_YOUR INSTRUCTIONS_: Filter the entries below, keeping every line that has the word "Carl".

_DATASET RECORDS_:
* * *
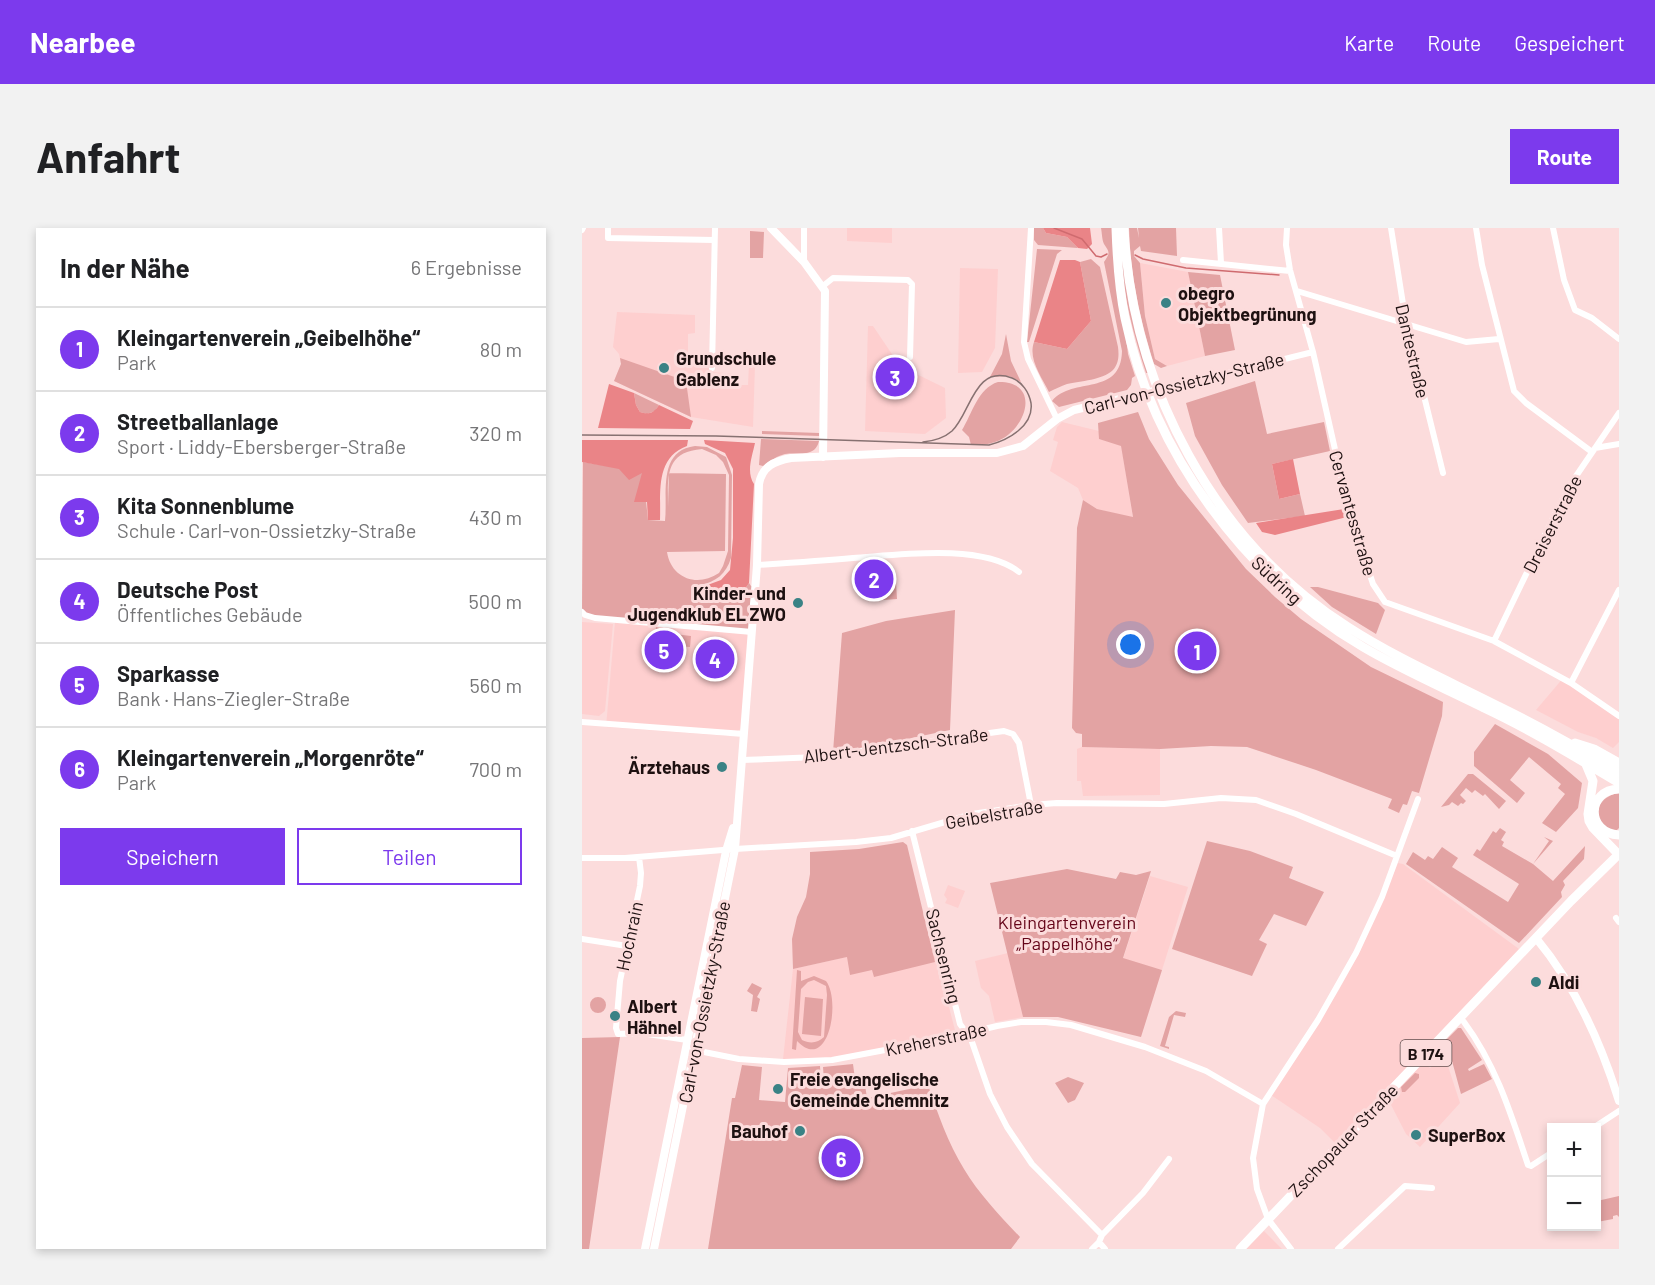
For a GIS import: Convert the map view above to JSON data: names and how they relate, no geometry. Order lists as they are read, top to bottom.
{
  "streets": {
    "main road": ["Südring", "B 174", "Zschopauer Straße"],
    "street": [
      "Dantestraße",
      "Carl-von-Ossietzky-Straße",
      "Cervantesstraße",
      "Dreiserstraße",
      "Albert-Jentzsch-Straße",
      "Geibelstraße",
      "Hochrain",
      "Sachsenring",
      "Kreherstraße"
    ]
  },
  "crossings": [
    ["Carl-von-Ossietzky-Straße", "Cervantesstraße"],
    ["Carl-von-Ossietzky-Straße", "Südring"],
    ["Carl-von-Ossietzky-Straße", "Albert-Jentzsch-Straße"],
    ["Carl-von-Ossietzky-Straße", "Geibelstraße"],
    ["Carl-von-Ossietzky-Straße", "Hochrain"],
    ["Carl-von-Ossietzky-Straße", "Kreherstraße"],
    ["Cervantesstraße", "Dreiserstraße"],
    ["Albert-Jentzsch-Straße", "Geibelstraße"],
    ["Geibelstraße", "Hochrain"],
    ["Geibelstraße", "Sachsenring"],
    ["Sachsenring", "Kreherstraße"]
  ],
  "parks": ["Kleingartenverein „Pappelhöhe“"],
  "places": [
    "obegro Objektbegrünung",
    "Grundschule Gablenz",
    "Kinder- und Jugendklub EL ZWO",
    "Ärztehaus",
    "Aldi",
    "Albert Hähnel",
    "Freie evangelische Gemeinde Chemnitz",
    "Bauhof",
    "SuperBox"
  ],
  "page": {
    "header": "Nearbee",
    "nav": ["Karte", "Route", "Gespeichert"],
    "buttons": [
      "Route",
      ["Speichern", "Teilen"]
    ],
    "title": "Anfahrt",
    "heading": ["In der Nähe", "6 Ergebnisse"],
    "list": [
      {
        "mark": "1",
        "name": "Kleingartenverein „Geibelhöhe“",
        "note": "Park",
        "value": "80 m"
      },
      {
        "mark": "2",
        "name": "Streetballanlage",
        "note": "Sport · Liddy-Ebersberger-Straße",
        "value": "320 m"
      },
      {
        "mark": "3",
        "name": "Kita Sonnenblume",
        "note": "Schule · Carl-von-Ossietzky-Straße",
        "value": "430 m"
      },
      {
        "mark": "4",
        "name": "Deutsche Post",
        "note": "Öffentliches Gebäude",
        "value": "500 m"
      },
      {
        "mark": "5",
        "name": "Sparkasse",
        "note": "Bank · Hans-Ziegler-Straße",
        "value": "560 m"
      },
      {
        "mark": "6",
        "name": "Kleingartenverein „Morgenröte“",
        "note": "Park",
        "value": "700 m"
      }
    ],
    "pins": [
      "3",
      "2",
      "5",
      "1",
      "4",
      "6"
    ],
    "map_buttons": ["+", "−"]
  }
}
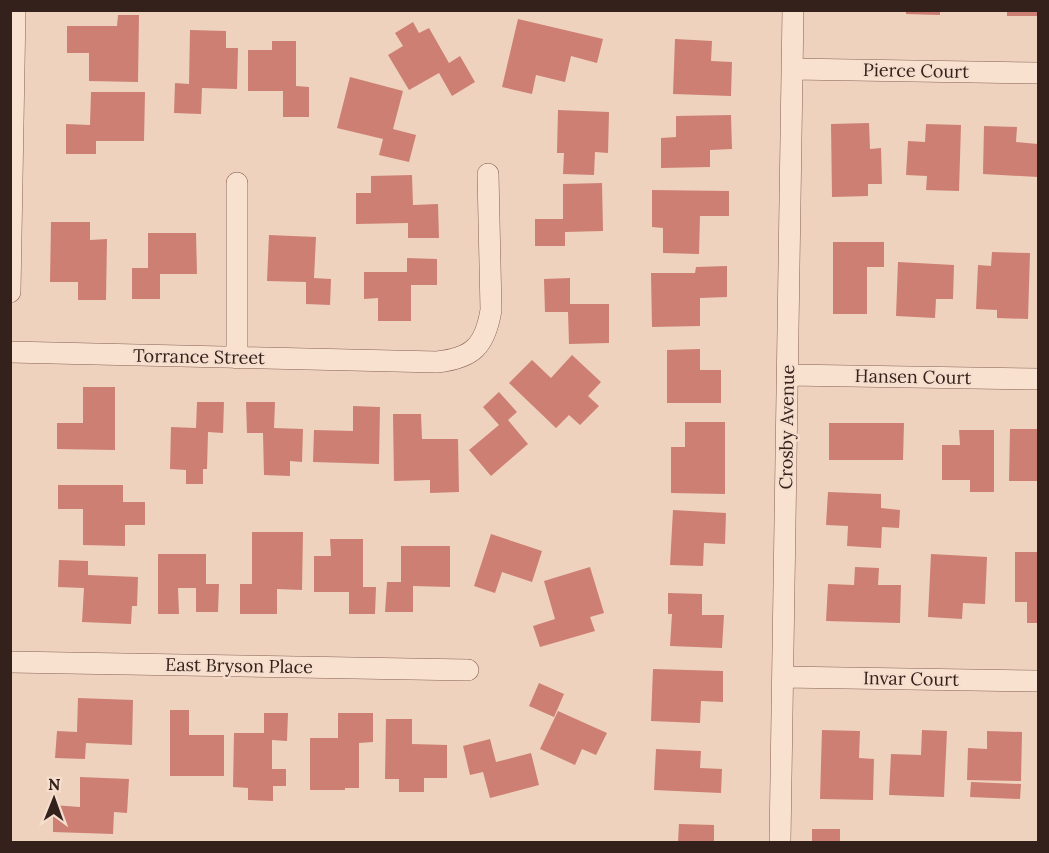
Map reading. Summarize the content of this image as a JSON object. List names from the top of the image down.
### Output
{
  "streets": {
    "street": [
      "Pierce Court",
      "Torrance Street",
      "Hansen Court",
      "Crosby Avenue",
      "East Bryson Place",
      "Invar Court"
    ]
  },
  "crossings": [
    ["Pierce Court", "Crosby Avenue"],
    ["Hansen Court", "Crosby Avenue"],
    ["Crosby Avenue", "Invar Court"]
  ],
  "north": "top"
}
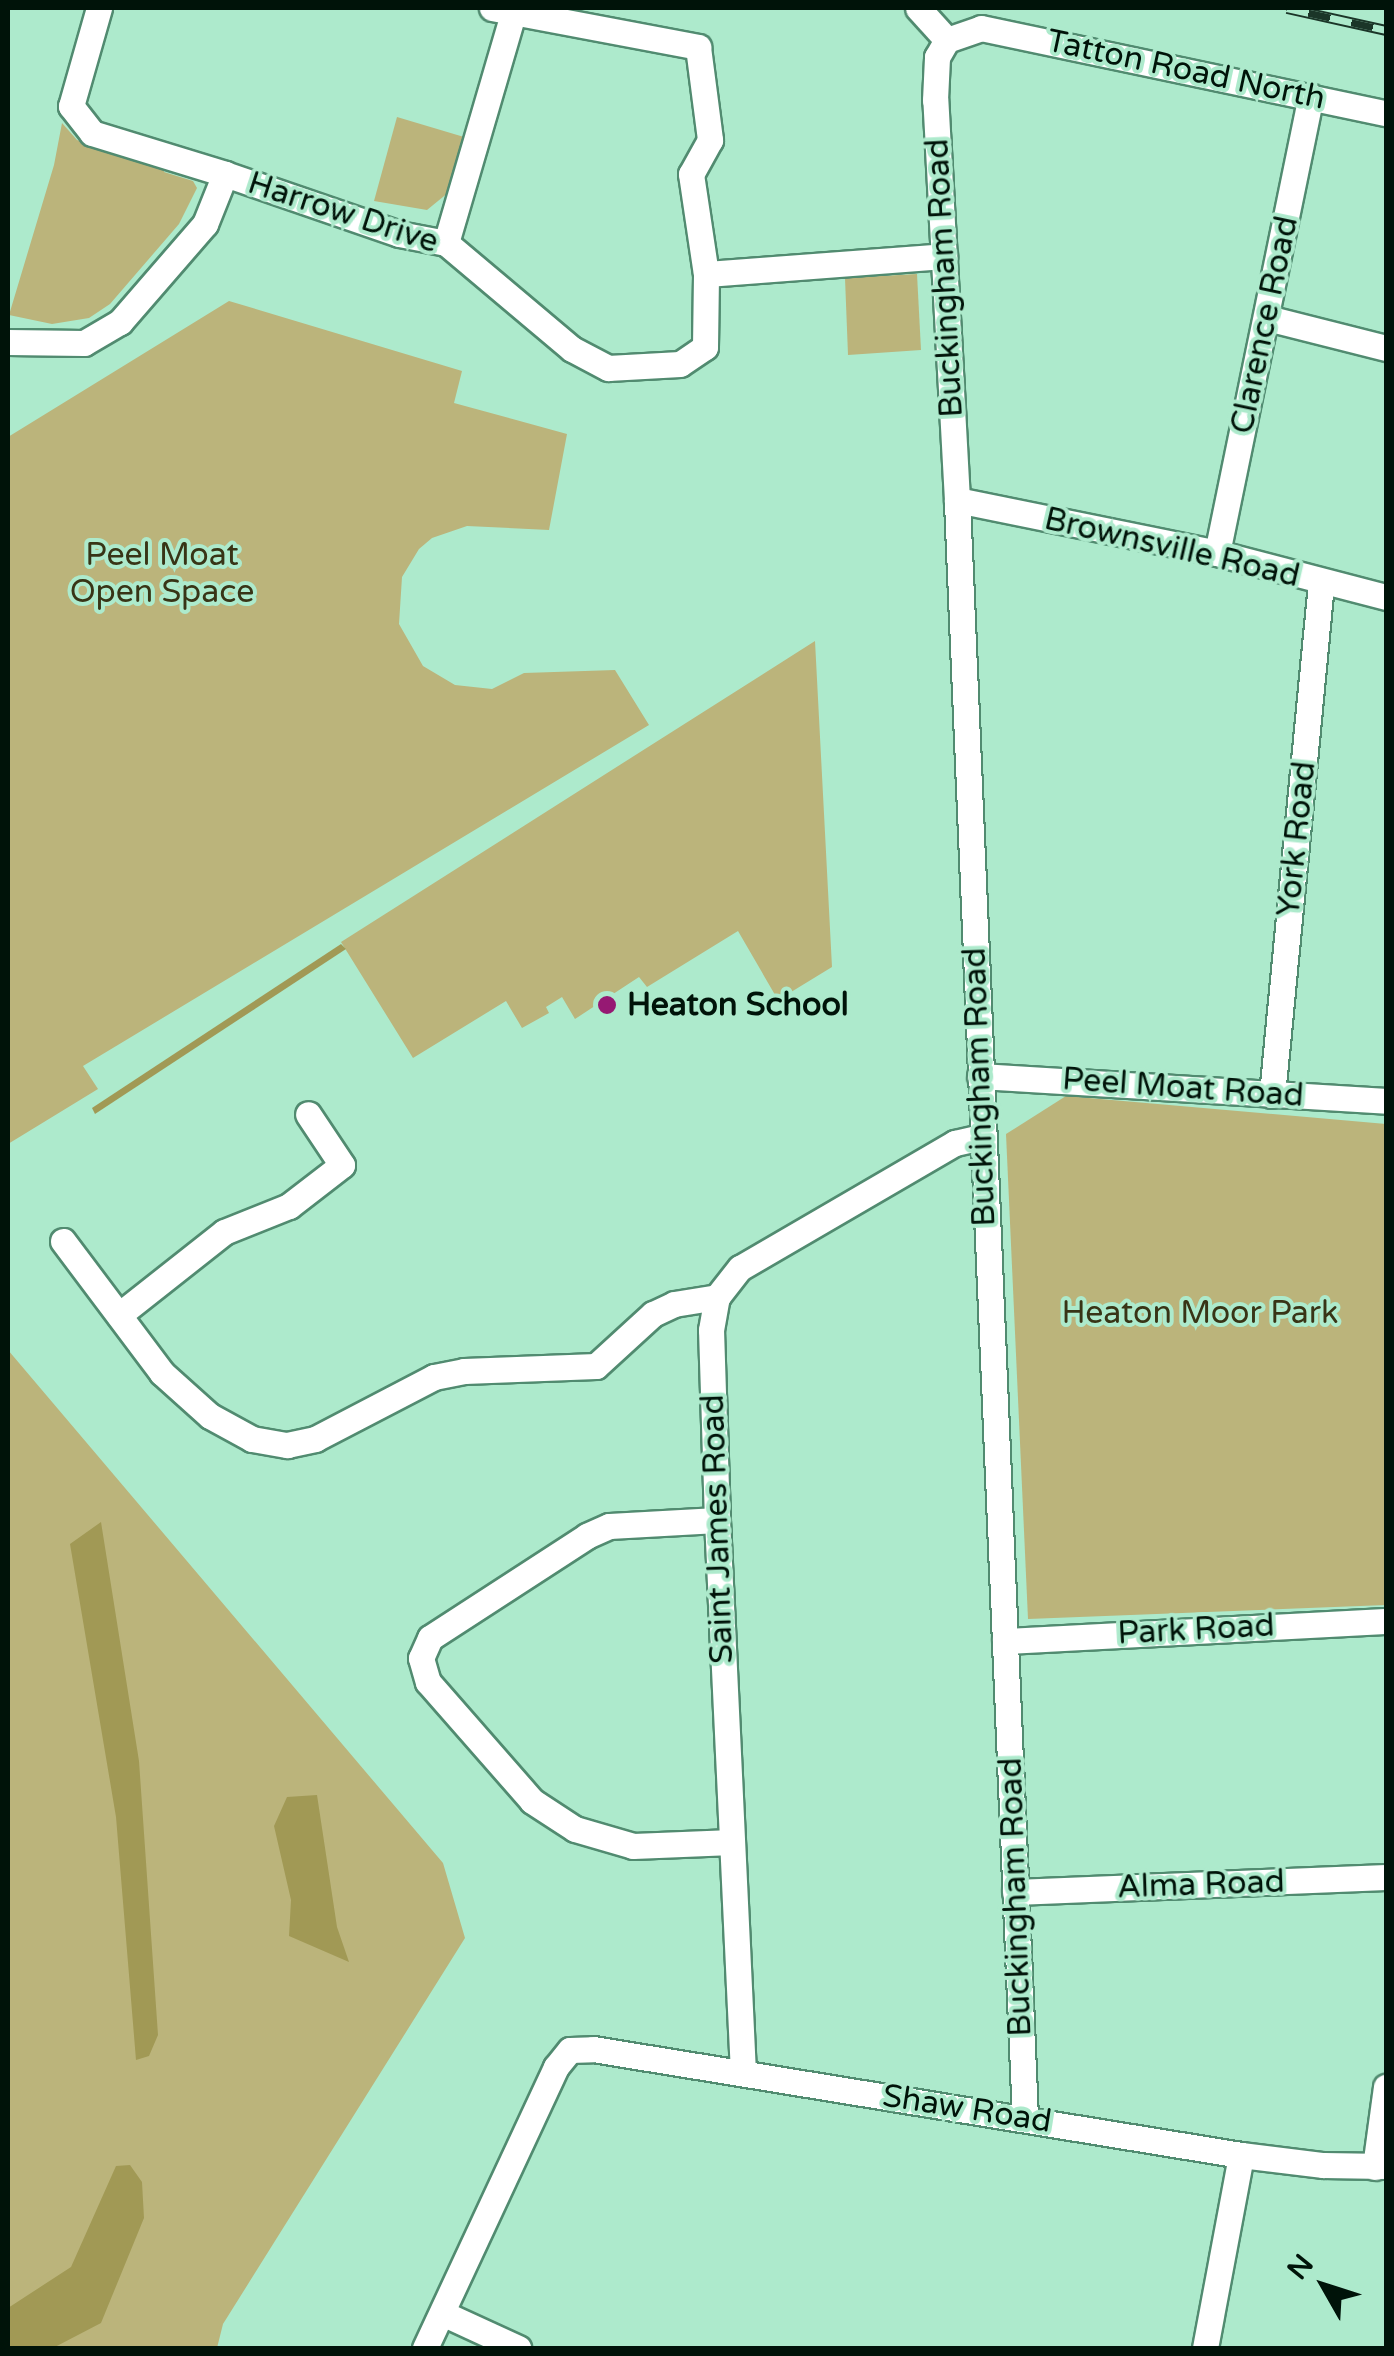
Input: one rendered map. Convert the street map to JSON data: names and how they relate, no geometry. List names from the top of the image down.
{
  "streets": {
    "street": [
      "Tatton Road North",
      "Harrow Drive",
      "Buckingham Road",
      "Clarence Road",
      "Brownsville Road",
      "York Road",
      "Peel Moat Road",
      "Saint James Road",
      "Park Road",
      "Alma Road",
      "Shaw Road"
    ]
  },
  "crossings": [
    ["Tatton Road North", "Buckingham Road"],
    ["Tatton Road North", "Clarence Road"],
    ["Buckingham Road", "Brownsville Road"],
    ["Buckingham Road", "Peel Moat Road"],
    ["Buckingham Road", "Park Road"],
    ["Buckingham Road", "Alma Road"],
    ["Buckingham Road", "Shaw Road"],
    ["Clarence Road", "Brownsville Road"],
    ["Brownsville Road", "York Road"],
    ["York Road", "Peel Moat Road"],
    ["Saint James Road", "Shaw Road"]
  ],
  "parks": ["Peel Moat Open Space", "Heaton Moor Park"],
  "places": ["Heaton School"],
  "north": "top left"
}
* * *
_RESPONSE BOX_:
      "Carl-von-Ossietzky-Straße",
    ["Carl-von-Ossietzky-Straße", "Cervantesstraße"],
    ["Carl-von-Ossietzky-Straße", "Südring"],
    ["Carl-von-Ossietzky-Straße", "Albert-Jentzsch-Straße"],
    ["Carl-von-Ossietzky-Straße", "Geibelstraße"],
    ["Carl-von-Ossietzky-Straße", "Hochrain"],
    ["Carl-von-Ossietzky-Straße", "Kreherstraße"],
        "note": "Schule · Carl-von-Ossietzky-Straße",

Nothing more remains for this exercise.